There was ample evidence before the Inspector to show that, if a large percentage of this land was turned over to residential use as a result of the Inspector's conclusion this would not cause any significant reduction in the stock of employment land available to the authority, which it was one of the authority's primary planning policies to preserve in employment use. And the reason why this is so is the very evidence to which I have just referred under challenge number (2). That evidence, I should point out, was uncontradicted by the claimant. If the fact that a high percentage of the appeal site was going to be withdrawn from employment use is in fact to be treated as a breach of the Council's policy then it was balanced, as paragraph 12 of the Inspector's decision letter makes plain, by the national need for an extension of housing, in particular in small units to cater for families of limited size. The decision by the Inspector to prefer the latter policy cannot be described as perverse.
It seems to me that those considerations were sufficient material considerations to meet the requirements of section 54A and, accordingly, this challenge to the Inspector's decision must be rejected.

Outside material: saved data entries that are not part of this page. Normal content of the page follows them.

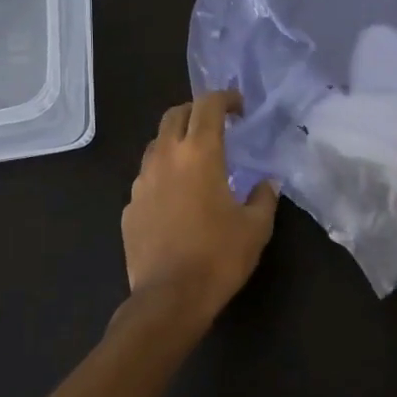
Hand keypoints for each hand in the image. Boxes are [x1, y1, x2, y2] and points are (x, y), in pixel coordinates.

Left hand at [122, 90, 278, 325]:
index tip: (240, 107)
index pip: (208, 106)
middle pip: (175, 115)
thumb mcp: (256, 227)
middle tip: (217, 125)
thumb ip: (263, 197)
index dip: (225, 98)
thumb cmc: (219, 257)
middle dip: (196, 111)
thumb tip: (267, 182)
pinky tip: (177, 197)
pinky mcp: (129, 207)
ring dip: (177, 141)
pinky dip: (163, 174)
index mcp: (200, 154)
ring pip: (156, 144)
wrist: (169, 299)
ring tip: (196, 160)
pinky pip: (147, 177)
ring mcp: (142, 182)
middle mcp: (166, 158)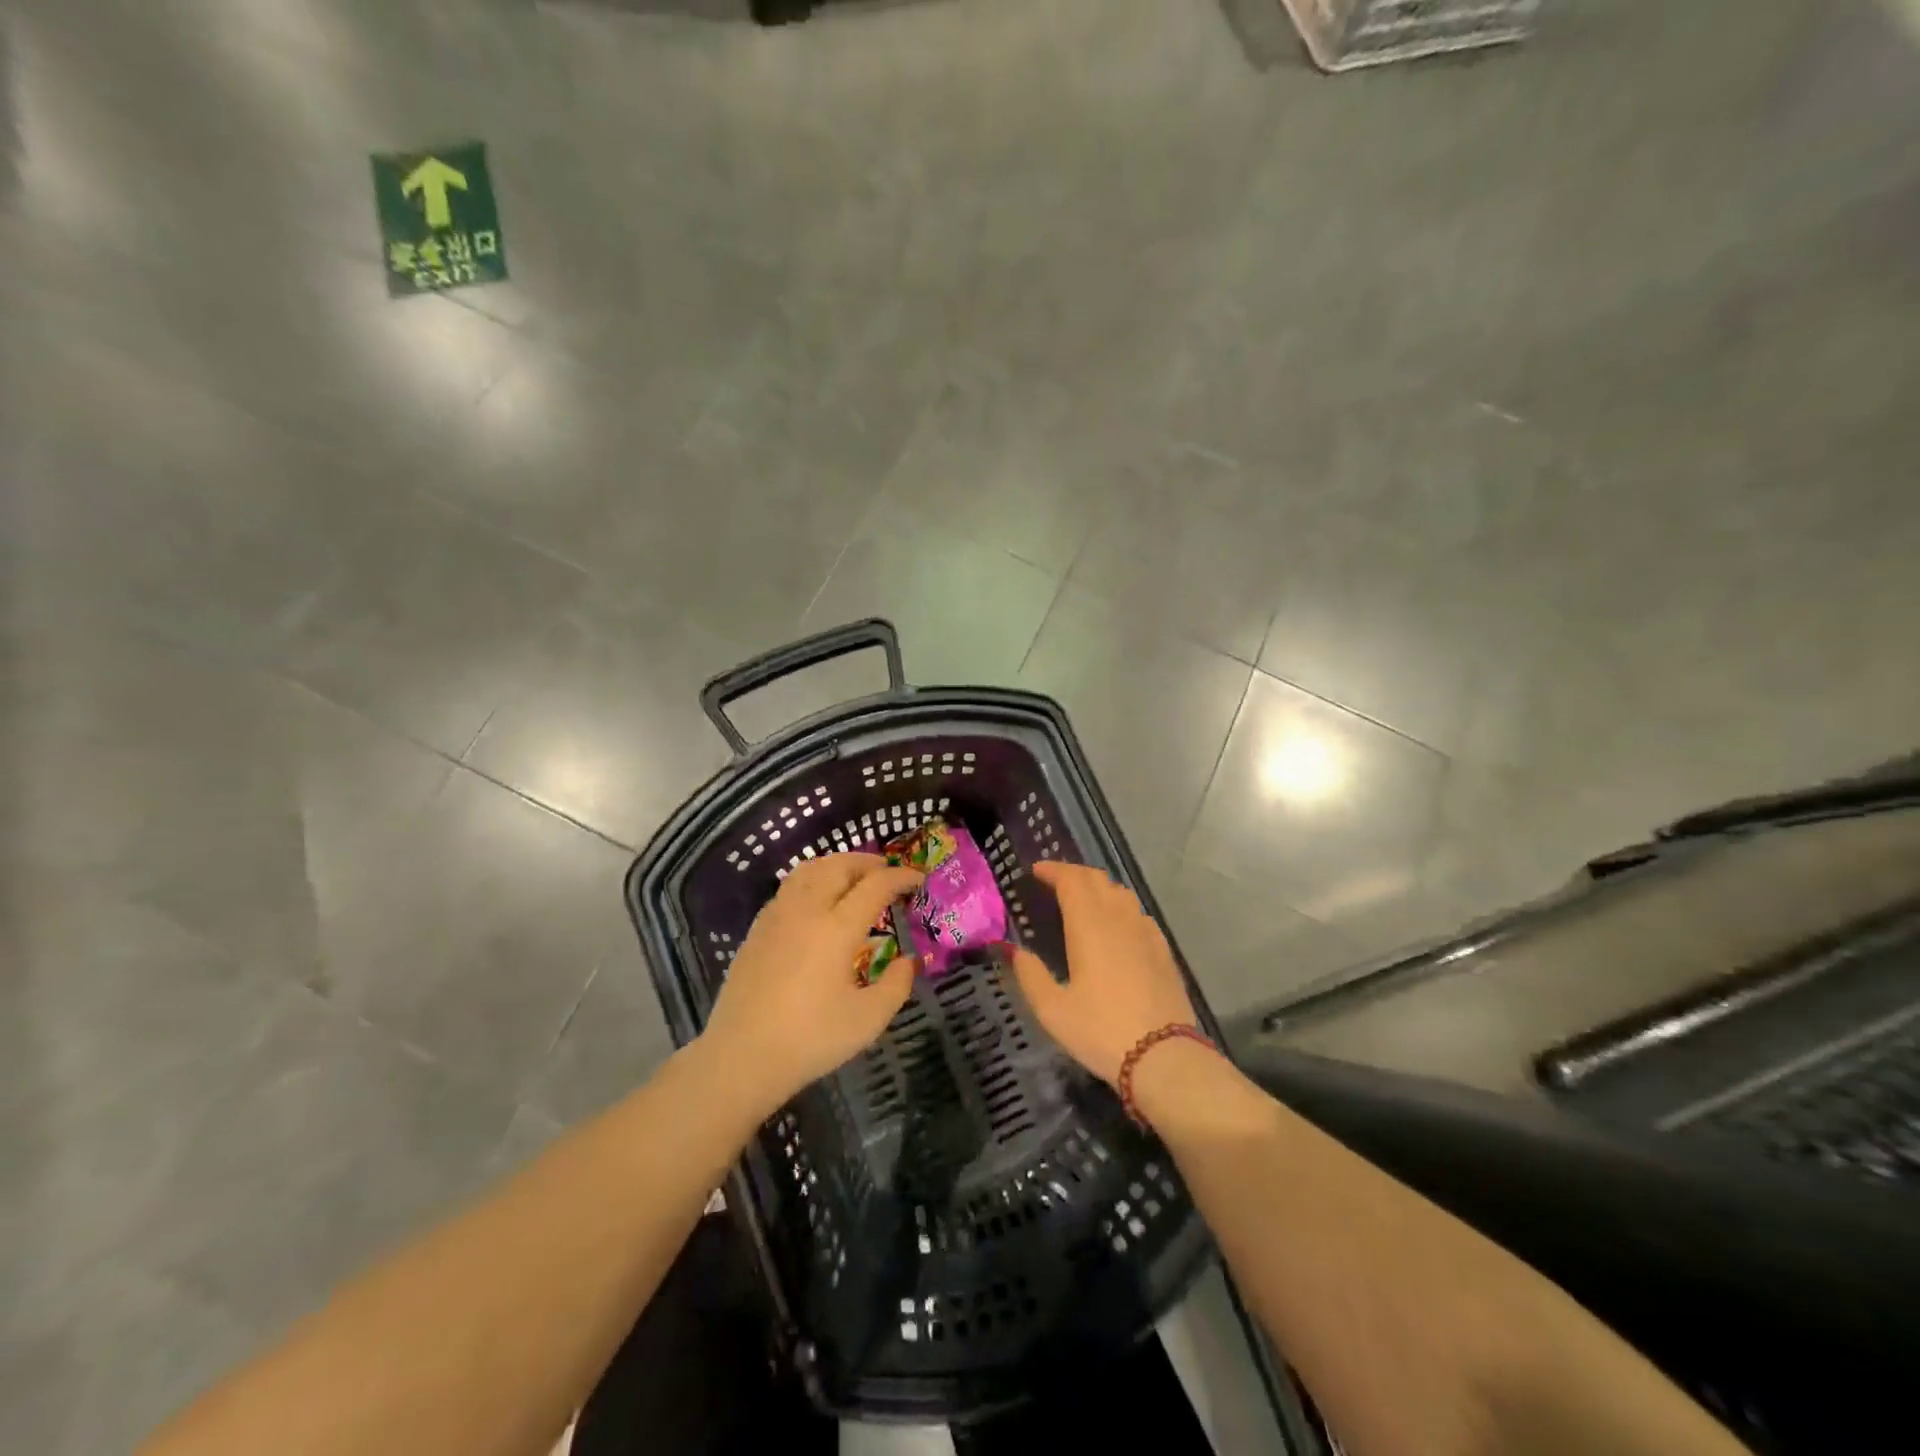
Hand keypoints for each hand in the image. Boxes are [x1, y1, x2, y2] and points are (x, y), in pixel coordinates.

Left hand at [704, 853, 923, 1107]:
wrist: (741, 1057)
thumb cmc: (810, 1039)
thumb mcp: (869, 1020)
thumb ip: (897, 985)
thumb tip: (908, 961)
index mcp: (836, 928)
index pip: (875, 886)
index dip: (900, 877)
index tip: (918, 880)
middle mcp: (806, 911)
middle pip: (838, 866)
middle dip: (868, 862)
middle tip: (888, 873)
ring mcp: (776, 917)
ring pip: (809, 870)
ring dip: (837, 865)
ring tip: (853, 878)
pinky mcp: (757, 929)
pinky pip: (789, 887)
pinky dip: (812, 880)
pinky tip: (817, 902)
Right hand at [1008, 861, 1198, 1085]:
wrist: (1164, 1057)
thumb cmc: (1101, 1031)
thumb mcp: (1053, 1010)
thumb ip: (1030, 975)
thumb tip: (1016, 951)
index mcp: (1089, 926)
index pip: (1071, 880)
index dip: (1053, 870)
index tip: (1036, 871)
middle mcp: (1119, 919)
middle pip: (1097, 879)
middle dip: (1073, 874)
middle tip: (1054, 882)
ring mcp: (1145, 932)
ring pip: (1121, 893)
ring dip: (1098, 887)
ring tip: (1082, 899)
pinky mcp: (1163, 950)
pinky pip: (1138, 913)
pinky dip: (1120, 907)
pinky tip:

For these reasons, in my judgment, this application must be dismissed.
MR MAURICI: My Lord, in addition to an order dismissing the claim, I seek an order for summary assessment of the Secretary of State's costs. My Lord, there is a slightly revised schedule I could hand up to you. My Lord, I believe the sum is agreed.
MR WARREN: My Lord, in effect I do not resist the principle of costs in relation to the first defendant and in effect it is agreed.

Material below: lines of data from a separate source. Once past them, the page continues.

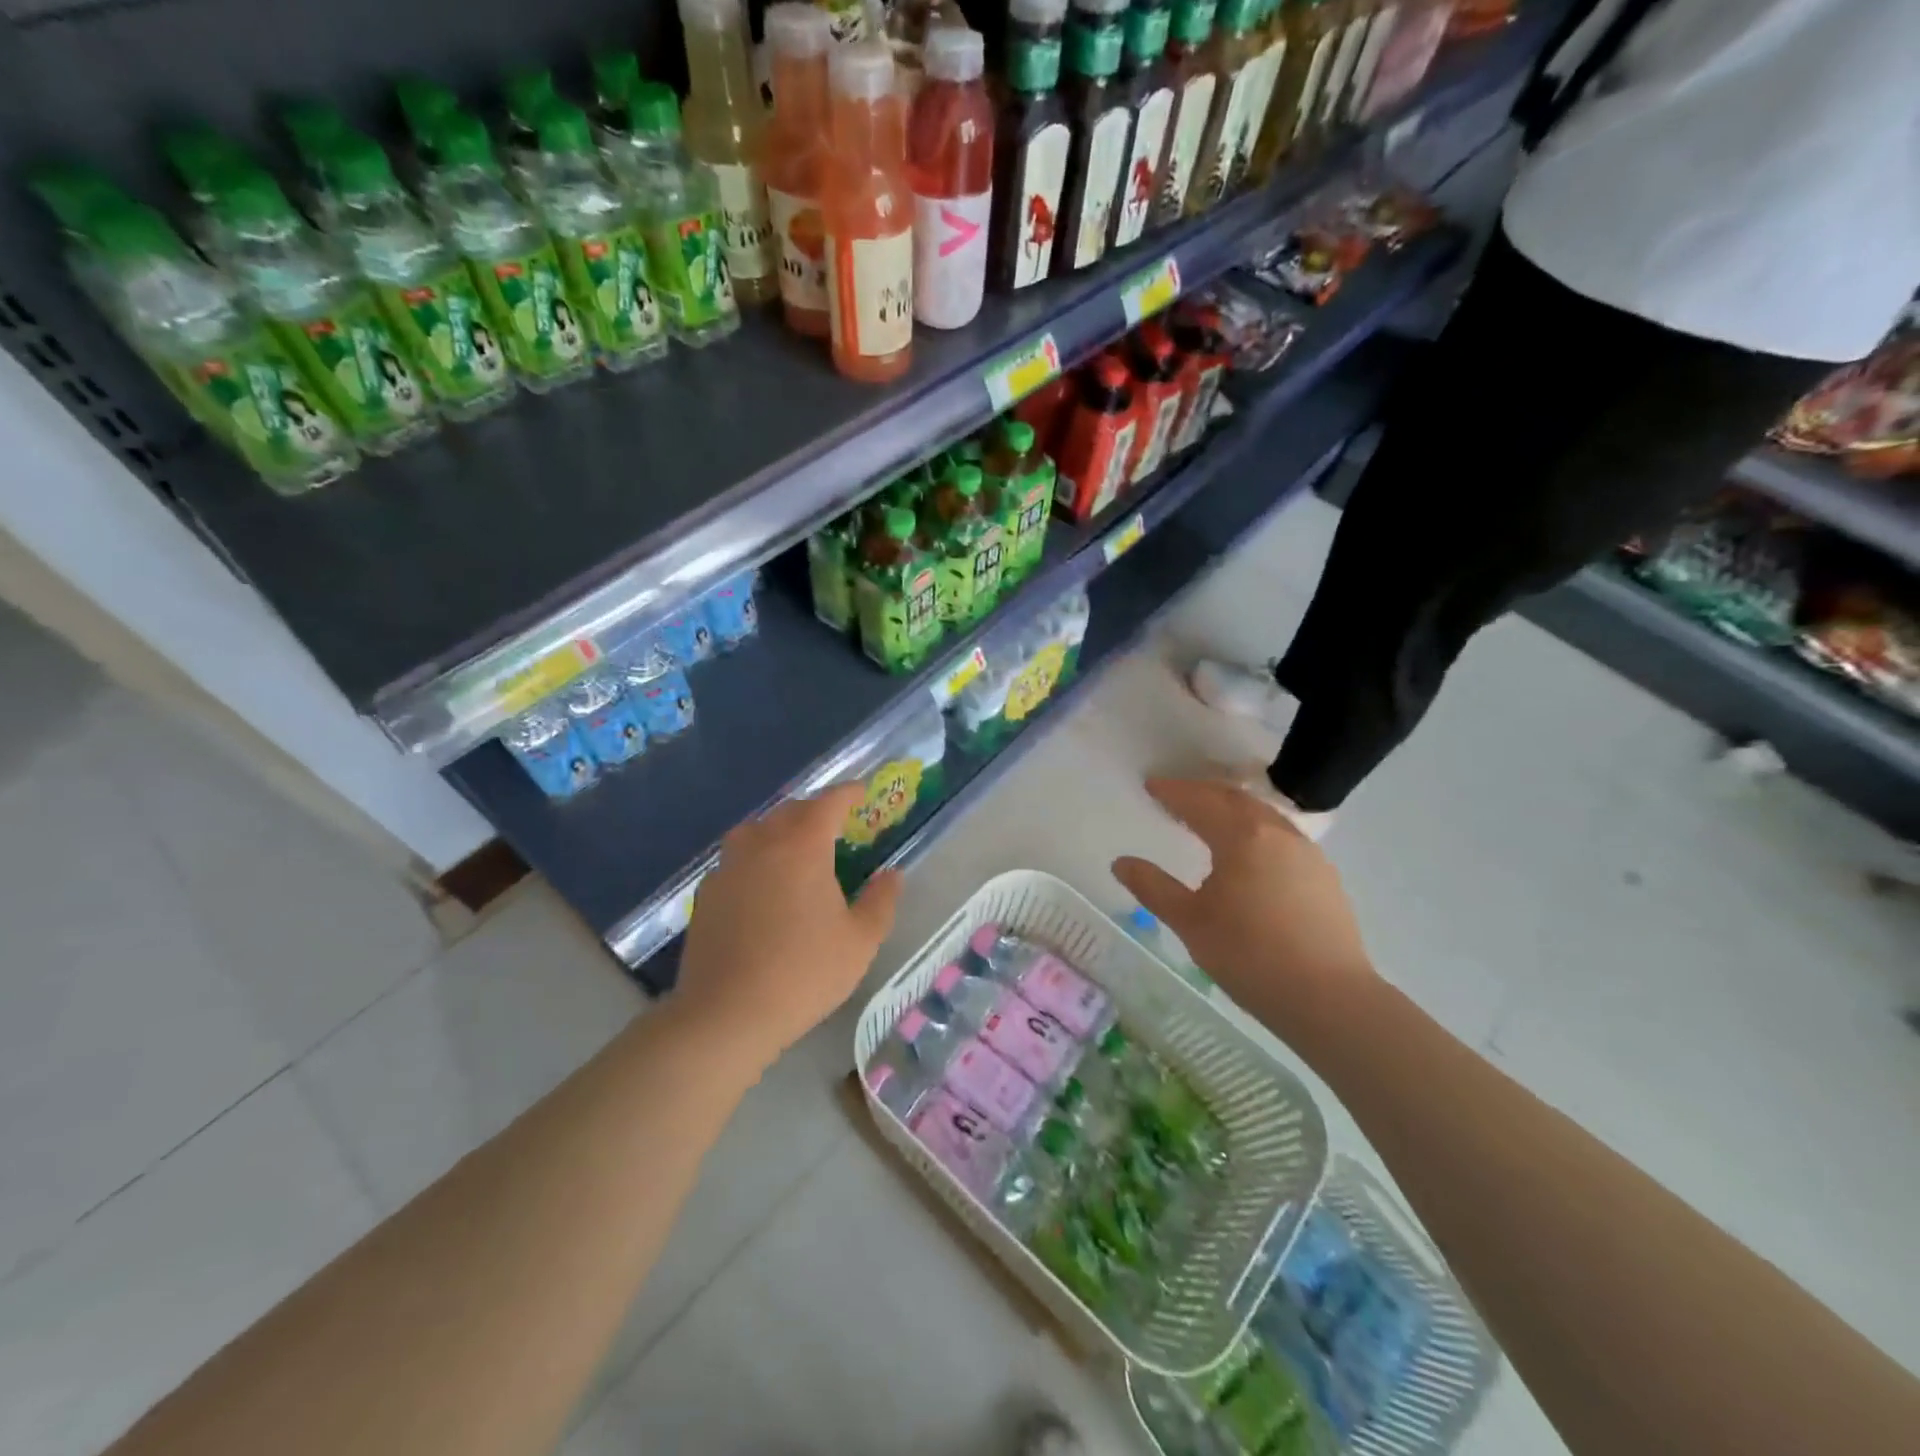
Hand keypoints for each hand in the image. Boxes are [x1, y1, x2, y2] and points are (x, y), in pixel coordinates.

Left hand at [675, 783, 902, 1069]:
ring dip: (780, 829)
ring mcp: (728, 868)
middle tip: (835, 824)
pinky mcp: (706, 894)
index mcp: (802, 847)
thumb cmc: (803, 973)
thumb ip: (880, 901)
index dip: (847, 793)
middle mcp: (761, 845)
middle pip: (789, 811)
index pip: (827, 803)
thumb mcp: (859, 942)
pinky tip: (762, 885)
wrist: (726, 1014)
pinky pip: (735, 859)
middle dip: (815, 810)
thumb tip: (892, 875)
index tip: (862, 791)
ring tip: (796, 848)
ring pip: (756, 830)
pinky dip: (755, 857)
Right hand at [1112, 777, 1375, 1037]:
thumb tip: (1121, 862)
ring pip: (1263, 815)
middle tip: (1176, 796)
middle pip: (1235, 799)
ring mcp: (1307, 853)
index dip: (1173, 792)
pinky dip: (1255, 829)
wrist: (1330, 999)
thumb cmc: (1250, 957)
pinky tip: (1249, 852)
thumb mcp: (1191, 922)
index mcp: (1243, 837)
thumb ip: (1153, 887)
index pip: (1201, 802)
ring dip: (1232, 808)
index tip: (1151, 786)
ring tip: (1209, 818)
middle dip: (1203, 793)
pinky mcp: (1325, 876)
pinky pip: (1282, 836)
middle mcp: (1278, 833)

MR JUSTICE EVANS-LOMBE: Yes. Very well.
MR MAURICI: You can see the revised total is £6,906.88.
MR JUSTICE EVANS-LOMBE: Yes, I will assess the costs in that amount.
MR NEWBERRY QC: I do not pursue costs, my Lord.
MR WARREN: One further matter, if I may.
MR JUSTICE EVANS-LOMBE: Yes.
MR WARREN: This not being a second appeal, it falls upon me to apply to your Lordship for permission to appeal to the Court of Appeal which I now do very briefly. There are two short points, my Lord, to put before you. The first is: if, as your Lordship has held, paragraph 42 of PPG3 and 42A of the draft do not apply to this factual situation, the Court of Appeal should give some consideration in my submission to why the Inspector has referred to it in the paragraph to the draft 42A in her decision letter at paragraph 12 and, secondly, there is an important point of more general practice which effects not only my client but many house builders practising in the country which is: what in PPG3 supports the redevelopment of protected employment sites which are 'poorly sited'? Those two points, my Lord, not only, in my submission, present an arguable case for the challenge to go forward, but are also of a more general importance as well.
MR JUSTICE EVANS-LOMBE: No, Mr Warren, I decline permission to appeal. Anything else?
MR MAURICI: No, my Lord.
MR NEWBERRY QC: I would thank your Lordship for sitting early.